[Start of section]
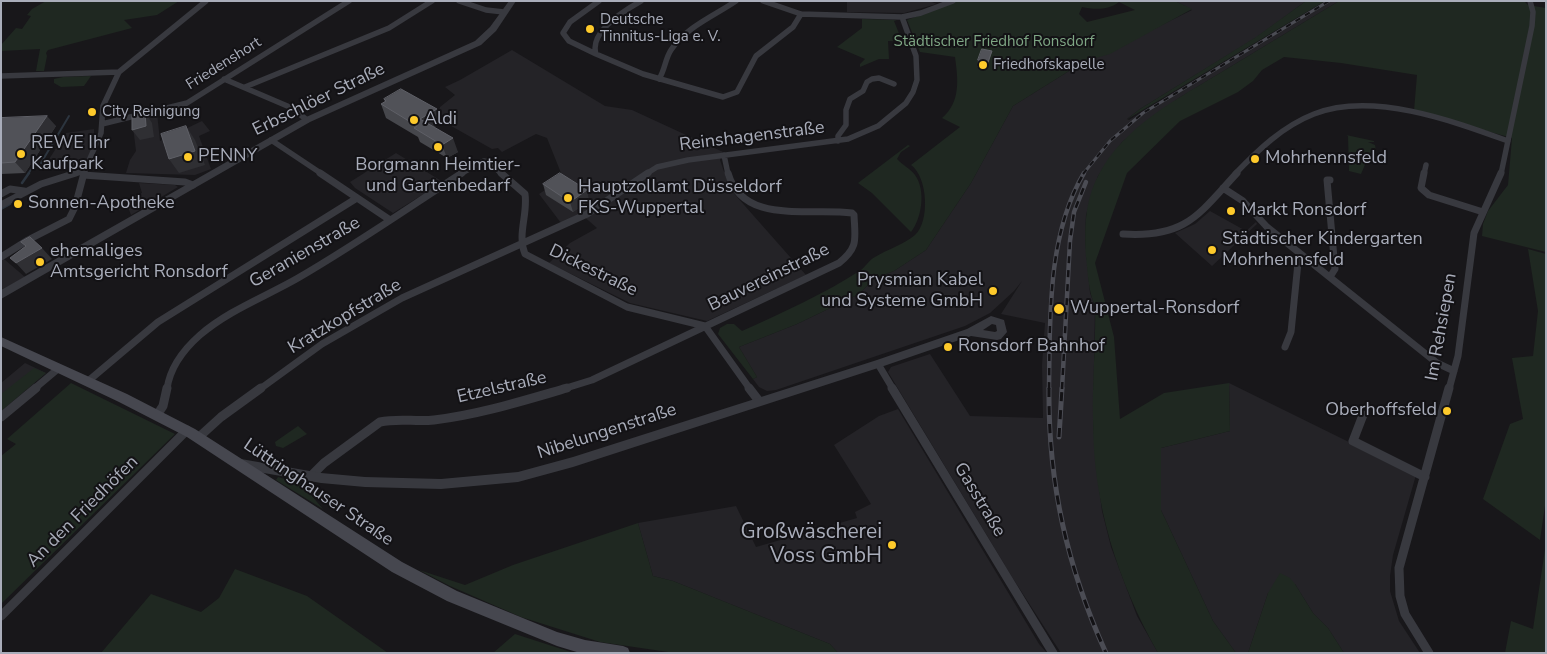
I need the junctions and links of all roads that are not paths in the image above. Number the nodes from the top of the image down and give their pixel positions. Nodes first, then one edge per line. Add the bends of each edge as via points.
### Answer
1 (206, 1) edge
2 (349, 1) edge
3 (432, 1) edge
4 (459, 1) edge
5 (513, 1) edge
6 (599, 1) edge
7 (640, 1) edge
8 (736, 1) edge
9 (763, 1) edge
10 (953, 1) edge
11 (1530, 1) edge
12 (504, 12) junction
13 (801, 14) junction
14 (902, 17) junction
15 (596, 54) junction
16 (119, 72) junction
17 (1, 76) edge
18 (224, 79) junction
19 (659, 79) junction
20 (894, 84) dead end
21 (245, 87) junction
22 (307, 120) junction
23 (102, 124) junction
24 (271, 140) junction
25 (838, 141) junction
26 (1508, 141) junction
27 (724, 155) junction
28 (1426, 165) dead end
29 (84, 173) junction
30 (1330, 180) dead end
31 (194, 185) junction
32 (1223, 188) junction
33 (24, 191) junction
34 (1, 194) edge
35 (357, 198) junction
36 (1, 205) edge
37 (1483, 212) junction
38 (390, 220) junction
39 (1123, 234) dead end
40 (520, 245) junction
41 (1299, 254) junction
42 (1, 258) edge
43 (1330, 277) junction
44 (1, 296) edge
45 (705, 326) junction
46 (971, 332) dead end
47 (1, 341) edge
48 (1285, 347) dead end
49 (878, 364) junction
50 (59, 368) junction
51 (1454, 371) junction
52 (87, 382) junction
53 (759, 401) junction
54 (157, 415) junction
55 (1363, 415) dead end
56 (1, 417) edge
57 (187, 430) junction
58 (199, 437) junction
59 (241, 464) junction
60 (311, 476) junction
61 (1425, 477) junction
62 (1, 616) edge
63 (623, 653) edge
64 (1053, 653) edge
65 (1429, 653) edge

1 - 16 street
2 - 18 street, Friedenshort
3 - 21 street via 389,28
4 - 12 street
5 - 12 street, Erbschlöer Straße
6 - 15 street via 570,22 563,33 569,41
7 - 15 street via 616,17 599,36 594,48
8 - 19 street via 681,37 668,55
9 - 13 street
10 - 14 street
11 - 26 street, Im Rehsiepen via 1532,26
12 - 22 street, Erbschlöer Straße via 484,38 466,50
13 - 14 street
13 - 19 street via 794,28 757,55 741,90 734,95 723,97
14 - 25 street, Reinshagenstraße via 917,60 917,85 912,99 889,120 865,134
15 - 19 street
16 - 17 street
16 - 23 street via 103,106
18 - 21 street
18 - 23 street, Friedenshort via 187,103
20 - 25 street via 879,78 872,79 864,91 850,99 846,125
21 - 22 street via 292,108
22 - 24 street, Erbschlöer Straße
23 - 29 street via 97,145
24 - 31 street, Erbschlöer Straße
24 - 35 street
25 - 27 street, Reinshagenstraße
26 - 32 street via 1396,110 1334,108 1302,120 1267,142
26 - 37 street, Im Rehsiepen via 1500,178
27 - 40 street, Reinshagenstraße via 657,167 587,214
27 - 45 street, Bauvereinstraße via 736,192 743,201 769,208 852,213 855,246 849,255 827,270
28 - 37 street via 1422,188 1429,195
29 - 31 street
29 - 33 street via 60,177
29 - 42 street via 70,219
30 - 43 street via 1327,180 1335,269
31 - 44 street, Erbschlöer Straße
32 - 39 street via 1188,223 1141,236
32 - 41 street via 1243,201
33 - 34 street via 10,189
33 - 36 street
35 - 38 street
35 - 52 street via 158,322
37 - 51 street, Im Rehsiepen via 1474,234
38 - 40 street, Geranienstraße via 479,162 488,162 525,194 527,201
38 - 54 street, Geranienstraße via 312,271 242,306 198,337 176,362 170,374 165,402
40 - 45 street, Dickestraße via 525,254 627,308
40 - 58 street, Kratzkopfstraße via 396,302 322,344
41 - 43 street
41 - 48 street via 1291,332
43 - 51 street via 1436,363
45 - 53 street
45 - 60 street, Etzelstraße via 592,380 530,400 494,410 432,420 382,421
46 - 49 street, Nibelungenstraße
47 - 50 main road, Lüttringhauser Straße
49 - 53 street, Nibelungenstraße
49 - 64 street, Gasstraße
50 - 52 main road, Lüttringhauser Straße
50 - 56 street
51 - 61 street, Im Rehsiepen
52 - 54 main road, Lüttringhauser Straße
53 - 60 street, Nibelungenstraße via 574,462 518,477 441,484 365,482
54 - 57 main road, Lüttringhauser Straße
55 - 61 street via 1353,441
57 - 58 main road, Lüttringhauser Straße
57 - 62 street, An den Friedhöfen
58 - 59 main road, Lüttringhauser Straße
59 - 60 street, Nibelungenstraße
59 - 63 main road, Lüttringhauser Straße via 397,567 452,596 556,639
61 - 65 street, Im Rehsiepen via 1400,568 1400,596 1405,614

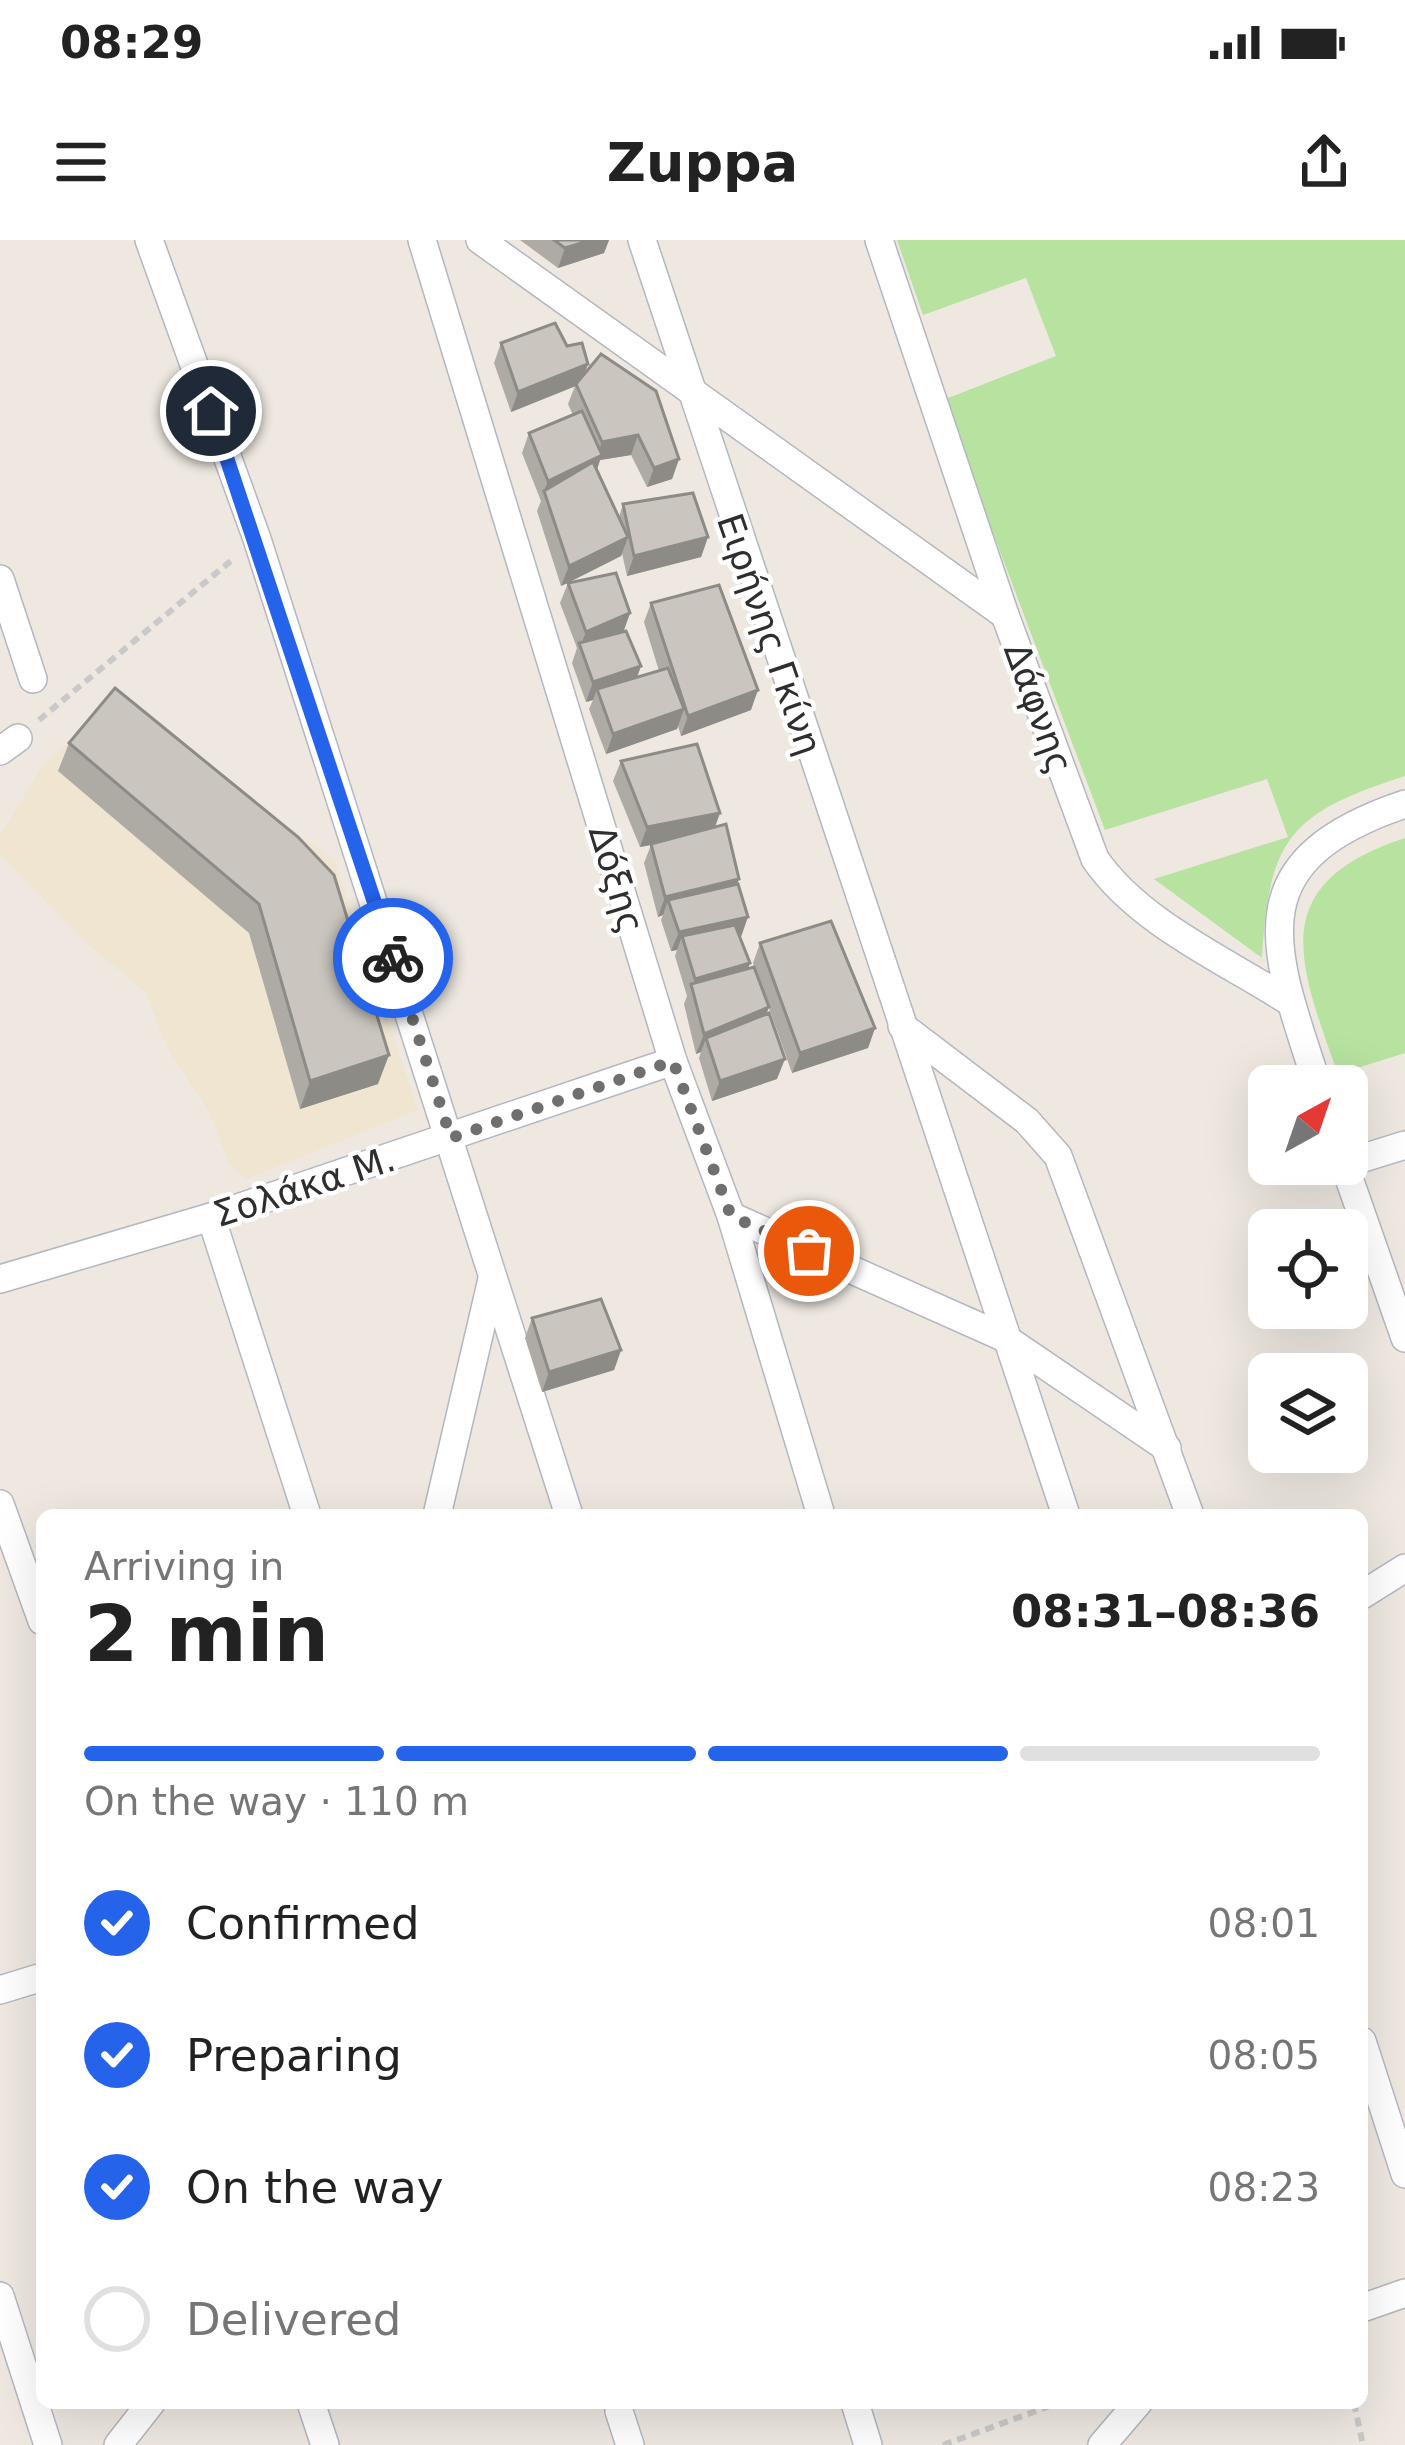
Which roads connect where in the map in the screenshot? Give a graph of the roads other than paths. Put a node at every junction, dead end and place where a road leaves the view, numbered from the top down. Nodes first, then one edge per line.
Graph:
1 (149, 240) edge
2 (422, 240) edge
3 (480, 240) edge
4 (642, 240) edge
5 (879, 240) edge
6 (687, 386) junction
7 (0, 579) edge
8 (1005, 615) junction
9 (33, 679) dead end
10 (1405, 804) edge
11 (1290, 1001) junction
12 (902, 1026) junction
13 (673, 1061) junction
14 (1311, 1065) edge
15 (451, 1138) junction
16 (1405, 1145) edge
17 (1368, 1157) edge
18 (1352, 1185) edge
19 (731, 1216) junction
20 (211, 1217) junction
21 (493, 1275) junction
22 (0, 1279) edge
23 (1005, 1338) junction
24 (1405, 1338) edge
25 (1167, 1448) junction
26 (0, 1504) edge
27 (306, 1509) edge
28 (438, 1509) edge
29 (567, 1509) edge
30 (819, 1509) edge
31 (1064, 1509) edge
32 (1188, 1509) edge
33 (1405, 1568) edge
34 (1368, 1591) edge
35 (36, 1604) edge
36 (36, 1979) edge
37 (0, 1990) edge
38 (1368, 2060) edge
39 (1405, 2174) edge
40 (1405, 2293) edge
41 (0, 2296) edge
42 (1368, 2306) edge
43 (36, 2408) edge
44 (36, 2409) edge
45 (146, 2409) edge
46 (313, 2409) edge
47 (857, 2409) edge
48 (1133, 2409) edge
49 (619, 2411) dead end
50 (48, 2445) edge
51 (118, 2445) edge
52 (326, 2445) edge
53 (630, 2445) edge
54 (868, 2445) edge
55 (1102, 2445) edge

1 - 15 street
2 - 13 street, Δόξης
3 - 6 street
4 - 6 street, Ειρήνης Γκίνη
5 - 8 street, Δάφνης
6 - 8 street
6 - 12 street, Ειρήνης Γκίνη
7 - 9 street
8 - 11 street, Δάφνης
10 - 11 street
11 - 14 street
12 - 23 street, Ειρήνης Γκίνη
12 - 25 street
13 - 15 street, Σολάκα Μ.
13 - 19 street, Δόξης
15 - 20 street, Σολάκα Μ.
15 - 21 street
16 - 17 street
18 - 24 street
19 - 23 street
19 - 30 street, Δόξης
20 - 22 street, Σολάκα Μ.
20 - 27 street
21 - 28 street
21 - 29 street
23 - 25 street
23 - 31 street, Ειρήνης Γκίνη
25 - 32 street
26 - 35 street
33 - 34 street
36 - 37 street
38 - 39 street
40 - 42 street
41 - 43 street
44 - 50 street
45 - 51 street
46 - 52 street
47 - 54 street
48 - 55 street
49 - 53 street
[End of section]
### Description of the task
The response should reproduce all the material above exactly and leave out its pictures.

### Solved exercise
I need the junctions and links of all roads that are not paths in the image above. Number the nodes from the top of the image down and give their pixel positions. Nodes first, then one edge per line. Add the bends of each edge as via points.
### Answer
1 (206, 1) edge
2 (349, 1) edge
3 (432, 1) edge
4 (459, 1) edge
5 (513, 1) edge
6 (599, 1) edge
7 (640, 1) edge
8 (736, 1) edge
9 (763, 1) edge
10 (953, 1) edge
11 (1530, 1) edge
12 (504, 12) junction
13 (801, 14) junction
14 (902, 17) junction
15 (596, 54) junction
16 (119, 72) junction
17 (1, 76) edge
18 (224, 79) junction
19 (659, 79) junction
20 (894, 84) dead end
21 (245, 87) junction
22 (307, 120) junction
23 (102, 124) junction
24 (271, 140) junction
25 (838, 141) junction
26 (1508, 141) junction
27 (724, 155) junction
28 (1426, 165) dead end
29 (84, 173) junction
30 (1330, 180) dead end
31 (194, 185) junction
32 (1223, 188) junction
33 (24, 191) junction
34 (1, 194) edge
35 (357, 198) junction
36 (1, 205) edge
37 (1483, 212) junction
38 (390, 220) junction
39 (1123, 234) dead end
40 (520, 245) junction
41 (1299, 254) junction
42 (1, 258) edge
43 (1330, 277) junction
44 (1, 296) edge
45 (705, 326) junction
46 (971, 332) dead end
47 (1, 341) edge
48 (1285, 347) dead end
49 (878, 364) junction
50 (59, 368) junction
51 (1454, 371) junction
52 (87, 382) junction
53 (759, 401) junction
54 (157, 415) junction
55 (1363, 415) dead end
56 (1, 417) edge
57 (187, 430) junction
58 (199, 437) junction
59 (241, 464) junction
60 (311, 476) junction
61 (1425, 477) junction
62 (1, 616) edge
63 (623, 653) edge
64 (1053, 653) edge
65 (1429, 653) edge

1 - 16 street
2 - 18 street, Friedenshort
3 - 21 street via 389,28
4 - 12 street
5 - 12 street, Erbschlöer Straße
6 - 15 street via 570,22 563,33 569,41
7 - 15 street via 616,17 599,36 594,48
8 - 19 street via 681,37 668,55
9 - 13 street
10 - 14 street
11 - 26 street, Im Rehsiepen via 1532,26
12 - 22 street, Erbschlöer Straße via 484,38 466,50
13 - 14 street
13 - 19 street via 794,28 757,55 741,90 734,95 723,97
14 - 25 street, Reinshagenstraße via 917,60 917,85 912,99 889,120 865,134
15 - 19 street
16 - 17 street
16 - 23 street via 103,106
18 - 21 street
18 - 23 street, Friedenshort via 187,103
20 - 25 street via 879,78 872,79 864,91 850,99 846,125
21 - 22 street via 292,108
22 - 24 street, Erbschlöer Straße
23 - 29 street via 97,145
24 - 31 street, Erbschlöer Straße
24 - 35 street
25 - 27 street, Reinshagenstraße
26 - 32 street via 1396,110 1334,108 1302,120 1267,142
26 - 37 street, Im Rehsiepen via 1500,178
27 - 40 street, Reinshagenstraße via 657,167 587,214
27 - 45 street, Bauvereinstraße via 736,192 743,201 769,208 852,213 855,246 849,255 827,270
28 - 37 street via 1422,188 1429,195
29 - 31 street
29 - 33 street via 60,177
29 - 42 street via 70,219
30 - 43 street via 1327,180 1335,269
31 - 44 street, Erbschlöer Straße
32 - 39 street via 1188,223 1141,236
32 - 41 street via 1243,201
33 - 34 street via 10,189
33 - 36 street
35 - 38 street
35 - 52 street via 158,322
37 - 51 street, Im Rehsiepen via 1474,234
38 - 40 street, Geranienstraße via 479,162 488,162 525,194 527,201
38 - 54 street, Geranienstraße via 312,271 242,306 198,337 176,362 170,374 165,402
40 - 45 street, Dickestraße via 525,254 627,308
40 - 58 street, Kratzkopfstraße via 396,302 322,344
41 - 43 street
41 - 48 street via 1291,332
43 - 51 street via 1436,363
45 - 53 street
45 - 60 street, Etzelstraße via 592,380 530,400 494,410 432,420 382,421
46 - 49 street, Nibelungenstraße
47 - 50 main road, Lüttringhauser Straße
49 - 53 street, Nibelungenstraße
49 - 64 street, Gasstraße
50 - 52 main road, Lüttringhauser Straße
50 - 56 street
51 - 61 street, Im Rehsiepen
52 - 54 main road, Lüttringhauser Straße
53 - 60 street, Nibelungenstraße via 574,462 518,477 441,484 365,482
54 - 57 main road, Lüttringhauser Straße
55 - 61 street via 1353,441
57 - 58 main road, Lüttringhauser Straße
57 - 62 street, An den Friedhöfen
58 - 59 main road, Lüttringhauser Straße
59 - 60 street, Nibelungenstraße
59 - 63 main road, Lüttringhauser Straße via 397,567 452,596 556,639
61 - 65 street, Im Rehsiepen via 1400,568 1400,596 1405,614

Which roads connect where in the map in the screenshot? Give a graph of the roads other than paths. Put a node at every junction, dead end and place where a road leaves the view, numbered from the top down. Nodes first, then one edge per line.
Graph:
1 (149, 240) edge
2 (422, 240) edge
3 (480, 240) edge
4 (642, 240) edge
5 (879, 240) edge
6 (687, 386) junction
7 (0, 579) edge
8 (1005, 615) junction
9 (33, 679) dead end
10 (1405, 804) edge
11 (1290, 1001) junction
12 (902, 1026) junction
13 (673, 1061) junction
14 (1311, 1065) edge
15 (451, 1138) junction
16 (1405, 1145) edge
17 (1368, 1157) edge
18 (1352, 1185) edge
19 (731, 1216) junction
20 (211, 1217) junction
21 (493, 1275) junction
22 (0, 1279) edge
23 (1005, 1338) junction
24 (1405, 1338) edge
25 (1167, 1448) junction
26 (0, 1504) edge
27 (306, 1509) edge
28 (438, 1509) edge
29 (567, 1509) edge
30 (819, 1509) edge
31 (1064, 1509) edge
32 (1188, 1509) edge
33 (1405, 1568) edge
34 (1368, 1591) edge
35 (36, 1604) edge
36 (36, 1979) edge
37 (0, 1990) edge
38 (1368, 2060) edge
39 (1405, 2174) edge
40 (1405, 2293) edge
41 (0, 2296) edge
42 (1368, 2306) edge
43 (36, 2408) edge
44 (36, 2409) edge
45 (146, 2409) edge
46 (313, 2409) edge
47 (857, 2409) edge
48 (1133, 2409) edge
49 (619, 2411) dead end
50 (48, 2445) edge
51 (118, 2445) edge
52 (326, 2445) edge
53 (630, 2445) edge
54 (868, 2445) edge
55 (1102, 2445) edge

1 - 15 street
2 - 13 street, Δόξης
3 - 6 street
4 - 6 street, Ειρήνης Γκίνη
5 - 8 street, Δάφνης
6 - 8 street
6 - 12 street, Ειρήνης Γκίνη
7 - 9 street
8 - 11 street, Δάφνης
10 - 11 street
11 - 14 street
12 - 23 street, Ειρήνης Γκίνη
12 - 25 street
13 - 15 street, Σολάκα Μ.
13 - 19 street, Δόξης
15 - 20 street, Σολάκα Μ.
15 - 21 street
16 - 17 street
18 - 24 street
19 - 23 street
19 - 30 street, Δόξης
20 - 22 street, Σολάκα Μ.
20 - 27 street
21 - 28 street
21 - 29 street
23 - 25 street
23 - 31 street, Ειρήνης Γκίνη
25 - 32 street
26 - 35 street
33 - 34 street
36 - 37 street
38 - 39 street
40 - 42 street
41 - 43 street
44 - 50 street
45 - 51 street
46 - 52 street
47 - 54 street
48 - 55 street
49 - 53 street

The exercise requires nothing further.